Reece is 5 now, and his eczema usually is well-controlled. Myers continues to monitor his diet, ensuring he stays away from trigger foods and noting any changes in Reece’s skin. “I’ve gathered a lot of information, and I try to apply it,” she says. “I’ve had to develop a plan that’s going to allow him to eat and grow and be nourished, and that involves some give and take. And there’s still a lot of analyzing and contemplating and thinking involved.”

Although Reece’s eczema seems clearly related to food allergies, a specific cause of eczema outbreaks can be elusive, says Dr. Mary George, a dermatologist on staff at SSM DePaul Health Center. “It’s made worse by cold, dry weather, and there is often a genetic predisposition,” she says. “Some cases can also be exacerbated by allergies to products our skin comes in contact with, such as shampoo, skin care products or fragrances. And stress makes many dermatologic conditions worse, including eczema.”
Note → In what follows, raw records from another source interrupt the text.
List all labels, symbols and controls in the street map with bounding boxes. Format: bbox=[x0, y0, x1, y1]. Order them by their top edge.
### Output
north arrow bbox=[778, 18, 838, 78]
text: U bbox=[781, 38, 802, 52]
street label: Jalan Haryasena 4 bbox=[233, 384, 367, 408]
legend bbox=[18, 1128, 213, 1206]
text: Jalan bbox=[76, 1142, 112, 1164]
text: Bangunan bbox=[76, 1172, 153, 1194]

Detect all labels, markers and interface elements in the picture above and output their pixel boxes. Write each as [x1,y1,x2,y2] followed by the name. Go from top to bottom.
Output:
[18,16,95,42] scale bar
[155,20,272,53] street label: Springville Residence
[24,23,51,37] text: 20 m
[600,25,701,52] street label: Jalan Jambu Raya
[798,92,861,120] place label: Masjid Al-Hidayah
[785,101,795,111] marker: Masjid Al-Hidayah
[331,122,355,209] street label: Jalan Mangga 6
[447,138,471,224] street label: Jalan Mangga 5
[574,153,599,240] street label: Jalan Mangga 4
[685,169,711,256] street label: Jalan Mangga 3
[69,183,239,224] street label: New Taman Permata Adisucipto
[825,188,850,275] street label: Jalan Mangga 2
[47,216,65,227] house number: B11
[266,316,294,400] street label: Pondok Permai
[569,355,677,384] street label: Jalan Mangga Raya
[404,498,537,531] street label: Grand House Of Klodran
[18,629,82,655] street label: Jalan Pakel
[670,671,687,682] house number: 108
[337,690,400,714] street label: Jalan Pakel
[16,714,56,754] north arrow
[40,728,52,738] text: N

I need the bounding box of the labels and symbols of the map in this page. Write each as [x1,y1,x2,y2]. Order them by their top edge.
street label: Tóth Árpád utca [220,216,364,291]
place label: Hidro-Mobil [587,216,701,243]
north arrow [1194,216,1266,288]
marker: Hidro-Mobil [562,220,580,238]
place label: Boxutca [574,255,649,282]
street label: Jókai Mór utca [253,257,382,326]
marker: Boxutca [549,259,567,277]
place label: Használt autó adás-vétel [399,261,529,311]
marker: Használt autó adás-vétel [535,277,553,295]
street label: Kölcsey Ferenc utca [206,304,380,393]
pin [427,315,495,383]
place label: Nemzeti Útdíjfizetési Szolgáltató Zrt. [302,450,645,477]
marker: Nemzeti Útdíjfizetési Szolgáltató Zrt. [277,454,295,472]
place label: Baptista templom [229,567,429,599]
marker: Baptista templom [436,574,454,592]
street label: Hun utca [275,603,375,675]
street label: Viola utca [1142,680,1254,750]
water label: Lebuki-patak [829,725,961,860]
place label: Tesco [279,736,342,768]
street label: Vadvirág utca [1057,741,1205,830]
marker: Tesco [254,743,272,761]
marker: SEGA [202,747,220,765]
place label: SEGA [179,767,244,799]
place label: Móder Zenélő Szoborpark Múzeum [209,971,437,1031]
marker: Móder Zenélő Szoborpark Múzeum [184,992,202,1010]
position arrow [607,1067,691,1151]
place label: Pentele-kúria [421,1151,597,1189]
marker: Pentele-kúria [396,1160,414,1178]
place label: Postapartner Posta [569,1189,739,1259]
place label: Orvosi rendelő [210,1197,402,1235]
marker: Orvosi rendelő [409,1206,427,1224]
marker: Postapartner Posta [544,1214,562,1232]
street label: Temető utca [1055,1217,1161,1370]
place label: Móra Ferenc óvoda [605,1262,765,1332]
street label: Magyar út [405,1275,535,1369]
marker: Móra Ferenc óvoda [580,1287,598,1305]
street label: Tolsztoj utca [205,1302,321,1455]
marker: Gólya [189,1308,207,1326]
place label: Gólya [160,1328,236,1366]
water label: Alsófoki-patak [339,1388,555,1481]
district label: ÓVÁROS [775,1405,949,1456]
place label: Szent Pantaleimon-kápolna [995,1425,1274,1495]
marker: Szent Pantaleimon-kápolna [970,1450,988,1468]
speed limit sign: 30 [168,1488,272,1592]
Also known as dermatitis, there are various types of eczema, explains Dr. Joseph Muccini, a dermatologist with the Mid-America Skin Health and Vitality Center. “Dermatitis is basically an inflammation of the skin. Eczema refers to the reaction pattern, but not the cause,” he says. “I tell patients that eczema is a talent. It’s part of a repertoire of potential reactions. It’s a thing the patient’s skin knows how to do.”

Atopic eczema (endogenous dermatitis) is inherited and often appears in infancy or childhood. Children may outgrow the outbreaks or experience less frequent and much milder outbreaks as adults. Allergic eczema (allergic contact dermatitis) occurs when an individual comes in contact with an allergen that causes the reaction, such as poison ivy.

“The goal of treatment isn’t to be cured of eczema, because that is impossible,” Muccini says. “The goal is to be very, very well-controlled so that it doesn’t bother you for long periods of time. It’s about managing the problem.”

That management should include keeping the skin well-moisturized with thick lotions and air humidifiers, he says. Bathing in warm (not hot) water and using hypoallergenic soaps and household products also are basic preventive strategies. Over-the-counter and prescription topical corticosteroids and oral antihistamines can help control outbreaks.

Atopic eczema often becomes worse during the spring and summer allergy seasons, so take preventive steps now—moisturize, moisturize, moisturize—and see your primary-care physician if the condition affects your quality of life.